ABSTRACT
Background and objectives
Contingency management (CM) for substance use disorders (SUD) is effective in strengthening recovery behaviors, however can be quite burdensome. When health facilities experience staff shortages, adapting current CM protocols to be less staff and time intensive may be one way to address this challenge.
Methods
Case series (N = 3).
Results
Three veterans with opioid use disorder (OUD) received CM for treatment adherence through a Veteran Health Administration Outpatient Substance Disorder program. Due to the COVID-19 pandemic, traditional CM procedures resulted in limited accessibility and staff, delayed appointments, and decreased patient satisfaction. In response, the hybrid telehealth contingency management (HTCM) procedure was developed and implemented. Flexibility offered by HTCM allowed for consecutive completion of appointments and maintained adherence to BUP-XR treatment.
Conclusions
This is a novel method of CM implementation. HTCM streamlined the process and was successful in increasing accessibility, reducing time-burden on patients and staff, while preserving fidelity to key components of the model. Considerations for future implementation and implications of HTCM are discussed.
Acknowledgments
The authors would like to thank James R. McKay, Ph.
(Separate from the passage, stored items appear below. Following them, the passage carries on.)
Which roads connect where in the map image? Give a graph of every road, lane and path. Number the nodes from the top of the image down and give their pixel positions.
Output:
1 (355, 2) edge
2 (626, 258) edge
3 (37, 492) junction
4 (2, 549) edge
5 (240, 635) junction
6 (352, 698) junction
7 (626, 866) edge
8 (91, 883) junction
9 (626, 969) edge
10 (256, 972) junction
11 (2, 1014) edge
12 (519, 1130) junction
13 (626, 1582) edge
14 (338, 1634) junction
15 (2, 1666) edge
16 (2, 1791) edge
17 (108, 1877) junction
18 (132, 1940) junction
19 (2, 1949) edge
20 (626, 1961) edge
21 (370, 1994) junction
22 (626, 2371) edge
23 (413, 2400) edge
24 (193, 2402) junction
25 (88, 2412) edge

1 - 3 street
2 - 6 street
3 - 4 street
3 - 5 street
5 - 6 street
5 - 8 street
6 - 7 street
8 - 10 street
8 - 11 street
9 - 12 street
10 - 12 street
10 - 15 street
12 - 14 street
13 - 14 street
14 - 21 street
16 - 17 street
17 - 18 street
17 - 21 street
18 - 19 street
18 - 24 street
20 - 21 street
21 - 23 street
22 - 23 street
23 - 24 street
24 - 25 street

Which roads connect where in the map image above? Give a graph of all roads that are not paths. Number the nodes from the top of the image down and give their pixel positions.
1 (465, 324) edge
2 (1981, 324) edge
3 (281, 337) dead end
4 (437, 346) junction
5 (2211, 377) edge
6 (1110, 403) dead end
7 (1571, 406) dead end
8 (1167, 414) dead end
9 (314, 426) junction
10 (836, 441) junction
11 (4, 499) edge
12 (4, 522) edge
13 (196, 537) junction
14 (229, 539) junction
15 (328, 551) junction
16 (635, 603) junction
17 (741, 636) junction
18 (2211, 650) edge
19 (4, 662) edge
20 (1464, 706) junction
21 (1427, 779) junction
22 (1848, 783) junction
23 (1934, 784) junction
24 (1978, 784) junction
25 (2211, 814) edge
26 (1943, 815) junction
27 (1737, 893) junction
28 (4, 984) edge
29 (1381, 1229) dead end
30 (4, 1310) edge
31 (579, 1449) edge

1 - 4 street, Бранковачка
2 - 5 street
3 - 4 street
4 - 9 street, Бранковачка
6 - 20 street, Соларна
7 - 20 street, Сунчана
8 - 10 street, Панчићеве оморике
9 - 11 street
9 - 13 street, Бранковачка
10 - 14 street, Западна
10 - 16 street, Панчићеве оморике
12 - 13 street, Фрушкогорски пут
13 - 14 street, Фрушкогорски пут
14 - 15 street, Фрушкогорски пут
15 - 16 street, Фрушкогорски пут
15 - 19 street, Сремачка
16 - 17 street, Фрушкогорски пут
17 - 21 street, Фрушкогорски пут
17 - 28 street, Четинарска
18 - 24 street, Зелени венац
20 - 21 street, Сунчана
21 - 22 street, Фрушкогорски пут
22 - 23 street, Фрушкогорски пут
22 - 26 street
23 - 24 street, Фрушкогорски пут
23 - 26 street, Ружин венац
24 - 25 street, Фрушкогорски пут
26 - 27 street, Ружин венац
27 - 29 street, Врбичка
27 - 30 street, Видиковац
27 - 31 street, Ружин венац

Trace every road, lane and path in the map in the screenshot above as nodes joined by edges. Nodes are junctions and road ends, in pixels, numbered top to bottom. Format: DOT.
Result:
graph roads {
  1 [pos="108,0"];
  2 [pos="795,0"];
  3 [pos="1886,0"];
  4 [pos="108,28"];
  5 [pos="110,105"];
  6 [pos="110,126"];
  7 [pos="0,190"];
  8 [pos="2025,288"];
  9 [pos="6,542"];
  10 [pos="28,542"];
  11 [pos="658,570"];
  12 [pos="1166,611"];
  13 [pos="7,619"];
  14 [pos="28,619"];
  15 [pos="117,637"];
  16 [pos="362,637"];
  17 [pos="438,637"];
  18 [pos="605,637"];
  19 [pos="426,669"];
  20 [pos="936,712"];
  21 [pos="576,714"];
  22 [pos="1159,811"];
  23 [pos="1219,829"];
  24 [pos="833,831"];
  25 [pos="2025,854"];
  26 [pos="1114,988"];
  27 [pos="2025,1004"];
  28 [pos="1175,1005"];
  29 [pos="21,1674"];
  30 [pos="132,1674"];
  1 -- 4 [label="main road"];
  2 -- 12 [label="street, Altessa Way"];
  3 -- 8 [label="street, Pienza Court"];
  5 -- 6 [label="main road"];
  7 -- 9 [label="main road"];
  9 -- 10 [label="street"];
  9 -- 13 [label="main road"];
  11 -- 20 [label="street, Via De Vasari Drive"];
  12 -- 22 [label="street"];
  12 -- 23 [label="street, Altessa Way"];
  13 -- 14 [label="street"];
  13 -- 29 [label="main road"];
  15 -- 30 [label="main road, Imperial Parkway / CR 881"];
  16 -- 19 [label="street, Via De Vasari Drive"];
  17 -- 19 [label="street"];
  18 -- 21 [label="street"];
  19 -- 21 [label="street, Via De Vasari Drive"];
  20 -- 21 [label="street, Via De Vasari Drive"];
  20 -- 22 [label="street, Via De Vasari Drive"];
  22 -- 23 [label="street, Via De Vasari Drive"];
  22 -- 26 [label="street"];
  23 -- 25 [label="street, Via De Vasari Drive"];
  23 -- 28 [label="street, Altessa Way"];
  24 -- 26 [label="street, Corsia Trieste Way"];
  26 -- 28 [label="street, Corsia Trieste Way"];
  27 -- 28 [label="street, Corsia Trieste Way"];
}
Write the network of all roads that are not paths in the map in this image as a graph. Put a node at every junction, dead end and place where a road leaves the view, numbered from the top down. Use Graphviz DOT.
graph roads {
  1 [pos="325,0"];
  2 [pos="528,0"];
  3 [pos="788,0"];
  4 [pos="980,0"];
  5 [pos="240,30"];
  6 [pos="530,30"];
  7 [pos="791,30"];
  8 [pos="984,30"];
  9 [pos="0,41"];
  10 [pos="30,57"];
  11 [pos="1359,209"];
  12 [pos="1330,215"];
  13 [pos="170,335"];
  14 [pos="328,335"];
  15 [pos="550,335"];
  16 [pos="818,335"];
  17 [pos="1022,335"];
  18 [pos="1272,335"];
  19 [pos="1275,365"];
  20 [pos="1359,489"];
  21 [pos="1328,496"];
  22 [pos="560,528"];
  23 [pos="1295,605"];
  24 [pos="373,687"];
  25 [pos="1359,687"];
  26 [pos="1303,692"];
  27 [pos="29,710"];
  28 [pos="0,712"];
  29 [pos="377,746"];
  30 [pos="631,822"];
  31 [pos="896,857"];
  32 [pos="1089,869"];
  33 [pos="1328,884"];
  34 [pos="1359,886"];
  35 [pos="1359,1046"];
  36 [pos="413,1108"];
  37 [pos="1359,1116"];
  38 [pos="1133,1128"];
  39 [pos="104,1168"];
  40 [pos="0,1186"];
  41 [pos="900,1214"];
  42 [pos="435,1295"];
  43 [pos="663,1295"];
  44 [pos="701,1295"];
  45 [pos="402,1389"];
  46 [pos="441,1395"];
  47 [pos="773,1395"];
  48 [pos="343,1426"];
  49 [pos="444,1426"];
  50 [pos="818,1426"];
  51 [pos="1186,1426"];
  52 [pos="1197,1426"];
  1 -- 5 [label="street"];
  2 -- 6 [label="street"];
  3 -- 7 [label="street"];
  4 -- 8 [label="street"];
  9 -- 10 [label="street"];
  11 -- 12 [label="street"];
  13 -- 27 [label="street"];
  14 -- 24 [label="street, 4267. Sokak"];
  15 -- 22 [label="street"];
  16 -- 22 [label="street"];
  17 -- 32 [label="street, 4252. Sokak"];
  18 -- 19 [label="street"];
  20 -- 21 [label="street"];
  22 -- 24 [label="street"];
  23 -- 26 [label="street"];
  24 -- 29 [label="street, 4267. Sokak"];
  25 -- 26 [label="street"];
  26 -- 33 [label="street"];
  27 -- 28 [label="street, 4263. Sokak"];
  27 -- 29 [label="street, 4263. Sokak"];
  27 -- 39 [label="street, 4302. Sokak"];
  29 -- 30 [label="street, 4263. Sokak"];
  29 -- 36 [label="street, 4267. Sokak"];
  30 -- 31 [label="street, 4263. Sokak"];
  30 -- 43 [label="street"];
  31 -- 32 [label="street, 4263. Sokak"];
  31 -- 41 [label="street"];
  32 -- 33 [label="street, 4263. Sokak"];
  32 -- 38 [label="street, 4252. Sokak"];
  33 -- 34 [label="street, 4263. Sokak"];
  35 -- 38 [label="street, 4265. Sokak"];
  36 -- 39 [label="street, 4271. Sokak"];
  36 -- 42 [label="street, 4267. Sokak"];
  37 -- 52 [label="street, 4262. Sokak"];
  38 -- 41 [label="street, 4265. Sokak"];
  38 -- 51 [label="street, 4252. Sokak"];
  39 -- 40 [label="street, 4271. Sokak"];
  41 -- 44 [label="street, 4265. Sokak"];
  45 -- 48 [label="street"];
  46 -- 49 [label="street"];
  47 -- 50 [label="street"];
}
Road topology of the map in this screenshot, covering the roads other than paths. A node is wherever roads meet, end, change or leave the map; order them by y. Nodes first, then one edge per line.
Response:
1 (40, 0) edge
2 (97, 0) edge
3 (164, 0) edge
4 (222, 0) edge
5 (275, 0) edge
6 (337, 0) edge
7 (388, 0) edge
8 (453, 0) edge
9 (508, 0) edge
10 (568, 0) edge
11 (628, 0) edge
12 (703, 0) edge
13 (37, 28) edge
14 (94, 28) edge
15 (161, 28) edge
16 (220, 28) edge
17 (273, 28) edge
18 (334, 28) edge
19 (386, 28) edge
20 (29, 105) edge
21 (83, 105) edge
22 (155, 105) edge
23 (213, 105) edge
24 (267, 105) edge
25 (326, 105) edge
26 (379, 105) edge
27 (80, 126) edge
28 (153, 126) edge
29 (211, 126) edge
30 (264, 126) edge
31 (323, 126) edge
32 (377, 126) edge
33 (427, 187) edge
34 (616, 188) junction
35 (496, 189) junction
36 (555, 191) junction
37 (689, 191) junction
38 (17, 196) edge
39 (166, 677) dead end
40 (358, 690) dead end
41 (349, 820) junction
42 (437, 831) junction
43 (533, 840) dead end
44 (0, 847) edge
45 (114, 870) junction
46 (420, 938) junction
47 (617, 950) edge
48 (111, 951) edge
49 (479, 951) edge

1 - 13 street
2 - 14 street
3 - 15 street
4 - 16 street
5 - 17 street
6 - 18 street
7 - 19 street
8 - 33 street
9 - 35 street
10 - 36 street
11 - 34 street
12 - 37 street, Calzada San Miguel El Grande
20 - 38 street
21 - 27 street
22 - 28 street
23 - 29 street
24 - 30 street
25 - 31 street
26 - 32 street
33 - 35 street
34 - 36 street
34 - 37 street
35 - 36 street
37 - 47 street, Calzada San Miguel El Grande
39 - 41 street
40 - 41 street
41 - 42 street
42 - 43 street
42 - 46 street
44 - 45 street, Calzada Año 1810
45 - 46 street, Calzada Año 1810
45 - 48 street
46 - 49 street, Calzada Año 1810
D for his expertise and assistance in revising the manuscript.
Disclosure statement
The contents do not necessarily represent the views of the U.S. Department of Veterans Affairs or the United States Government.
No potential conflict of interest was reported by the author(s).
Ethics approval
The current project was reviewed by the local Institutional Review Board and received exempt status. This study was an analysis of preexisting data and did not use human subjects.